If you had multiple shows in production, I would expect that standards be set to use the same platforms and versions across the board.

If the company is more than a boutique shop, I would expect them to have a somewhat competent CTO to manage this kind of problem - one that isn't specific to Blender, even!

Also, if the company is more than a boutique shop, I would hope it would be at a level and budget that the Python performance bottlenecks would be well addressed with competent internal pipeline and production engineering teams.

But then again, if the company is more than a boutique shop, they would just pay for the Maya licensing. :-)

Small timers, boutique shops, and humble folks like me just try to get by with the tools we can afford.

On a related note, though: I built a Blender plugin with version 2.93 and recently learned it still works fine on Blender 4. The "constantly changing API" isn't the beast some claim it is.


> If you had multiple shows in production, I would expect that standards be set to use the same platforms and versions across the board.

Considering productions span years, not months, artists would never get to use newer tools if studios operated that way. And it really only works if shows share similar end dates, which is not the reality we live in. Productions can start and end at any point in another show's schedule, and newer tools can offer features that upcoming productions can take advantage of. Each show will freeze their stacks, of course, but a studio could be juggling multiple stacks simultaneously each with their own dependency variants (see the VFX Reference Platform).

https://vfxplatform.com

> Also, if the company is more than a boutique shop, I would hope it would be at a level and budget that the Python performance bottlenecks would be well addressed with competent internal pipeline and production engineering teams.

That would be the ideal, something that can be difficult to achieve in practice. You'll find small teams of quality engineers overwhelmed with the sheer volume of work, and other larger teams with less experience who don't have enough senior folks to guide them. The industry is far from perfect, but it does generally work.

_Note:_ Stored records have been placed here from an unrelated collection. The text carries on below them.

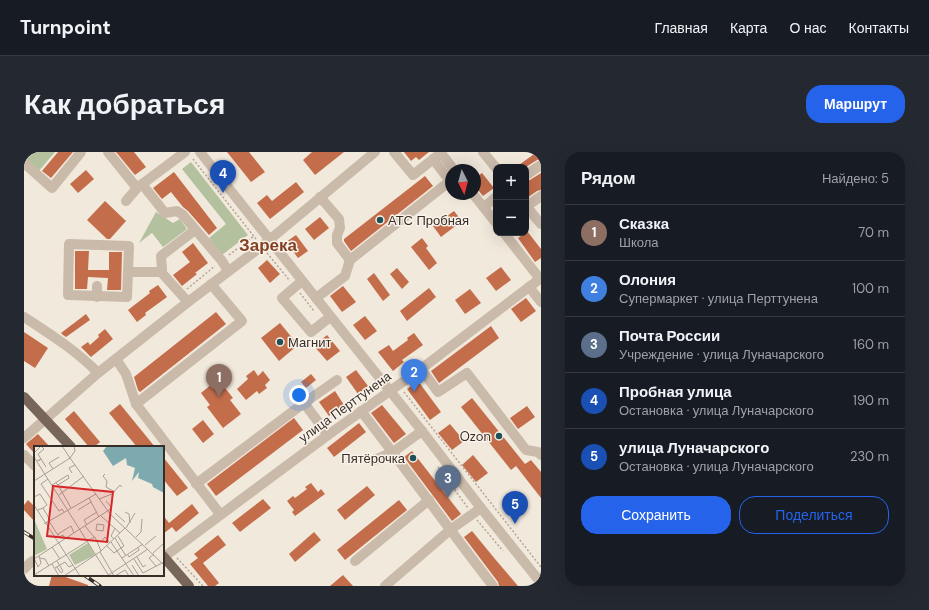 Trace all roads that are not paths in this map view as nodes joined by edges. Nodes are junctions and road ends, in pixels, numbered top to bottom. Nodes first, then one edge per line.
1 (81, 152) edge
2 (108, 152) edge
3 (375, 152) edge
4 (394, 152) edge
5 (483, 152) edge
6 (193, 154) edge
7 (433, 159) junction
8 (24, 163) edge
9 (449, 164) edge
10 (493, 164) edge
11 (541, 165) edge
12 (529, 173) edge
13 (140, 186) junction
14 (541, 196) edge
15 (320, 197) junction
16 (478, 200) edge
17 (493, 200) edge
18 (126, 201) dead end
19 (529, 204) edge
20 (484, 207) junction
21 (529, 210) edge
22 (493, 218) edge
23 (541, 224) edge
24 (195, 230) junction
25 (506, 236) edge
26 (265, 242) junction
27 (350, 260) junction
28 (228, 271) junction
29 (128, 272) junction
30 (161, 272) junction
31 (541, 278) edge
32 (211, 284) junction
33 (299, 284) junction
34 (529, 287) junction
35 (316, 298) junction
36 (188, 302) junction
37 (541, 302) edge
38 (24, 316) edge
39 (330, 317) junction
40 (116, 359) junction
41 (421, 369) junction
42 (98, 373) junction
43 (338, 380) dead end
44 (390, 391) junction
45 (24, 397) edge
46 (304, 403) junction
47 (136, 404) junction
48 (361, 411) junction
49 (45, 419) junction
50 (422, 431) junction
51 (328, 435) junction
52 (24, 438) edge
53 (70, 446) edge
54 (393, 452) junction
55 (24, 455) edge
56 (541, 455) edge
57 (374, 460) dead end
58 (34, 465) edge
59 (196, 484) junction
60 (426, 503) junction
61 (481, 508) junction
62 (220, 514) junction
63 (448, 533) junction
64 (164, 555) edge
65 (164, 557) edge
66 (34, 560) edge
67 (355, 561) dead end
68 (24, 569) edge
69 (541, 583) edge
70 (189, 586) edge
71 (385, 586) edge
72 (493, 586) edge

1 - 8 street
2 - 13 street
3 - 15 street
4 - 7 street
5 - 10 street
6 - 13 street
6 - 26 street
7 - 9 street
7 - 27 street
11 - 12 street
13 - 18 street
13 - 24 street
14 - 19 street
15 - 26 street
15 - 27 street
16 - 20 street
17 - 20 street
20 - 22 street
21 - 23 street
24 - 28 street
24 - 30 street
25 - 31 street
26 - 28 street
26 - 33 street
27 - 35 street
28 - 32 street
29 - 29 street
29 - 30 street
30 - 36 street
31 - 34 street, улица Перттунена
32 - 36 street
32 - 47 street
33 - 35 street
33 - 39 street
34 - 37 street
34 - 41 street, улица Перттунена
35 - 39 street
36 - 40 street
38 - 42 street
39 - 44 street
40 - 42 street
40 - 47 street
41 - 44 street, улица Перттунена
41 - 56 street
42 - 49 street
43 - 46 street
44 - 48 street, улица Перттунена
44 - 50 street
45 - 49 main road
46 - 51 street
46 - 59 street
47 - 59 street
48 - 51 street, улица Перттунена
48 - 54 street
49 - 52 street
49 - 53 main road
50 - 54 street
50 - 61 street
51 - 62 street, улица Перттунена
54 - 57 street
54 - 60 street
55 - 58 street
59 - 62 street
60 - 63 street
60 - 67 street
61 - 63 street
61 - 69 street
62 - 64 street, улица Перттунена
63 - 71 street
63 - 72 street
65 - 70 main road
66 - 68 street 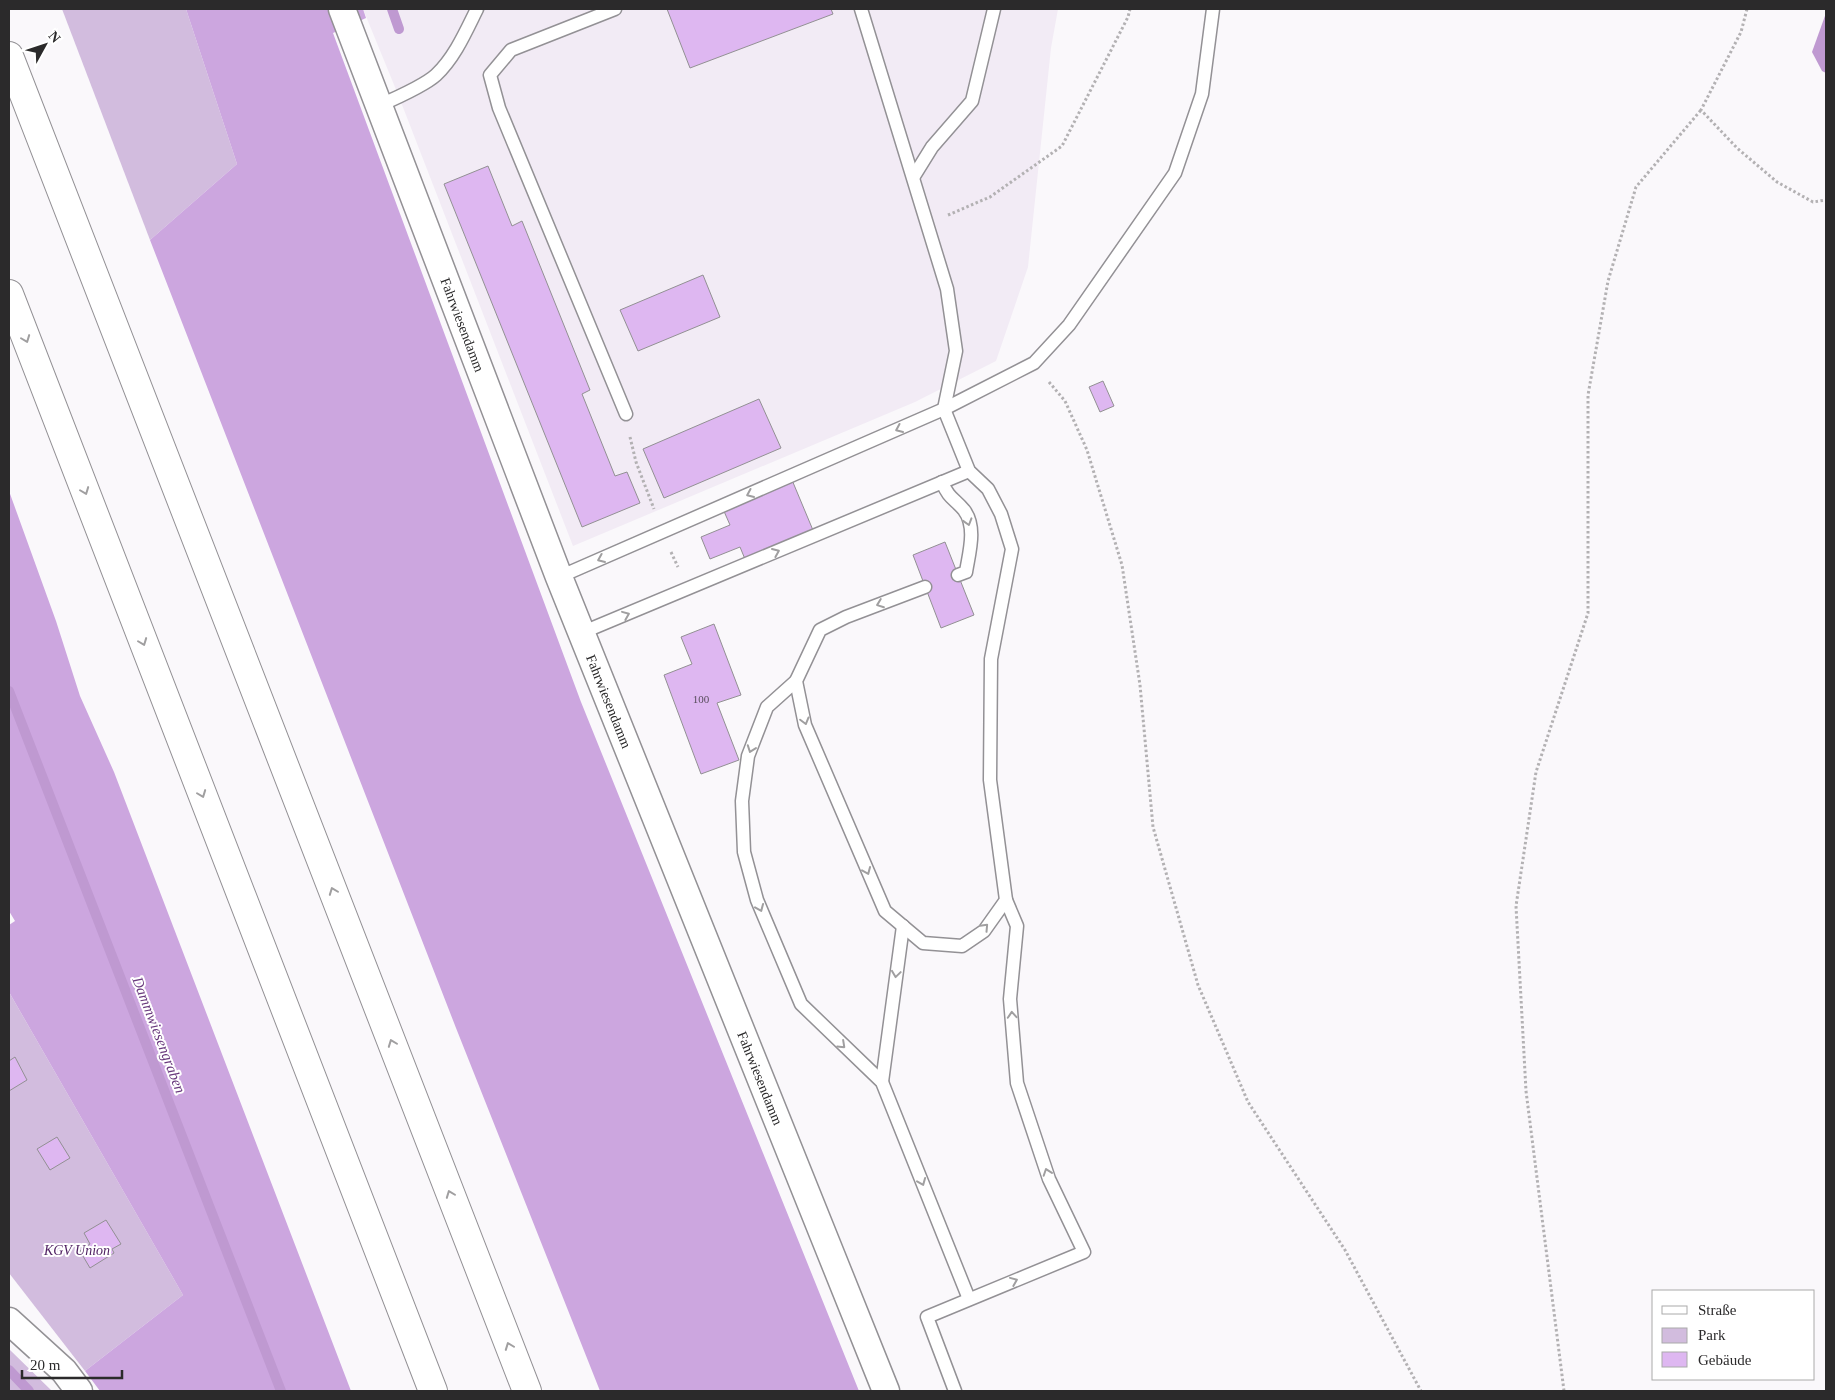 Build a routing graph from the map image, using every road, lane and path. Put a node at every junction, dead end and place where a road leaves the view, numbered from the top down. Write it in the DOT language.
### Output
graph roads {
  1 [pos="342,9"];
  2 [pos="477,9"];
  3 [pos="615,9"];
  4 [pos="861,9"];
  5 [pos="994,9"];
  6 [pos="1130,9"];
  7 [pos="1213,9"];
  8 [pos="1747,9"];
  9 [pos="9,56"];
  10 [pos="378,106"];
  11 [pos="1701,110"];
  12 [pos="914,176"];
  13 [pos="1826,200"];
  14 [pos="927,224"];
  15 [pos="9,294"];
  16 [pos="1034,363"];
  17 [pos="944,409"];
  18 [pos="626,414"];
  19 [pos="969,471"];
  20 [pos="942,482"];
  21 [pos="663,532"];
  22 [pos="958,575"];
  23 [pos="558,577"];
  24 [pos="926,587"];
  25 [pos="687,590"];
  26 [pos="581,633"];
  27 [pos="796,681"];
  28 [pos="1006,900"];
  29 [pos="903,926"];
  30 [pos="882,1082"];
  31 [pos="969,1299"];
  32 [pos="9,1321"];
  33 [pos="79,1391"];
  34 [pos="433,1391"];
  35 [pos="527,1391"];
  36 [pos="886,1391"];
  37 [pos="955,1391"];
  38 [pos="1421,1391"];
  39 [pos="1564,1391"];
  1 -- 10 [label="street, Fahrwiesendamm"];
  2 -- 10 [label="lane"];
  3 -- 18 [label="lane"];
  4 -- 12 [label="lane"];
  5 -- 12 [label="lane"];
  6 -- 14 [label="path"];
  7 -- 16 [label="lane"];
  8 -- 11 [label="path"];
  35 -- 9 [label="highway, one-way"];
  10 -- 23 [label="street, Fahrwiesendamm"];
  11 -- 13 [label="path"];
  11 -- 39 [label="path"];
  12 -- 14 [label="lane"];
  14 -- 17 [label="lane"];
  15 -- 34 [label="highway, one-way"];
  16 -- 17 [label="lane"];
  16 -- 38 [label="path"];
  17 -- 19 [label="lane"];
  17 -- 21 [label="lane, one-way"];
  18 -- 21 [label="path"];
  19 -- 20 [label="lane"];
  19 -- 28 [label="lane"];
  20 -- 22 [label="lane, one-way"];
  25 -- 20 [label="lane, one-way"];
  21 -- 23 [label="lane, one-way"];
  21 -- 25 [label="path"];
  23 -- 26 [label="street, Fahrwiesendamm"];
  24 -- 27 [label="lane, one-way"];
  26 -- 25 [label="lane, one-way"];
  26 -- 36 [label="street, Fahrwiesendamm"];
  27 -- 29 [label="lane, one-way"];
  27 -- 30 [label="lane, one-way"];
  29 -- 28 [label="lane, one-way"];
  31 -- 28 [label="lane, one-way"];
  29 -- 30 [label="lane, one-way"];
  30 -- 31 [label="lane, one-way"];
  31 -- 37 [label="lane"];
  32 -- 33 [label="street"];
}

> But then again, if the company is more than a boutique shop, they would just pay for the Maya licensing. :-)

And back to reality XD

That being said a number of studios have been reducing their Autodesk spend over the past few years because it's honestly a sick joke the way the M&E division is run. It's a free several hundred million a year revenue earner, but they foist the CAD business operations onto it and the products suffer. Houdini's getting really close, but if another AIO can cover effectively everything in a way that each team sees is better, you will start to see the ramp up of migrations occur. Realistically this comes down to the rigging and animation departments more than any other. But Maya will never go away completely as it'll still need to be used for referring to and opening older projects from productions that used it, beyond just converting assets to a different format. USD is pretty much that intermediary anyways, it's the training and migration effort that becomes the final roadblock.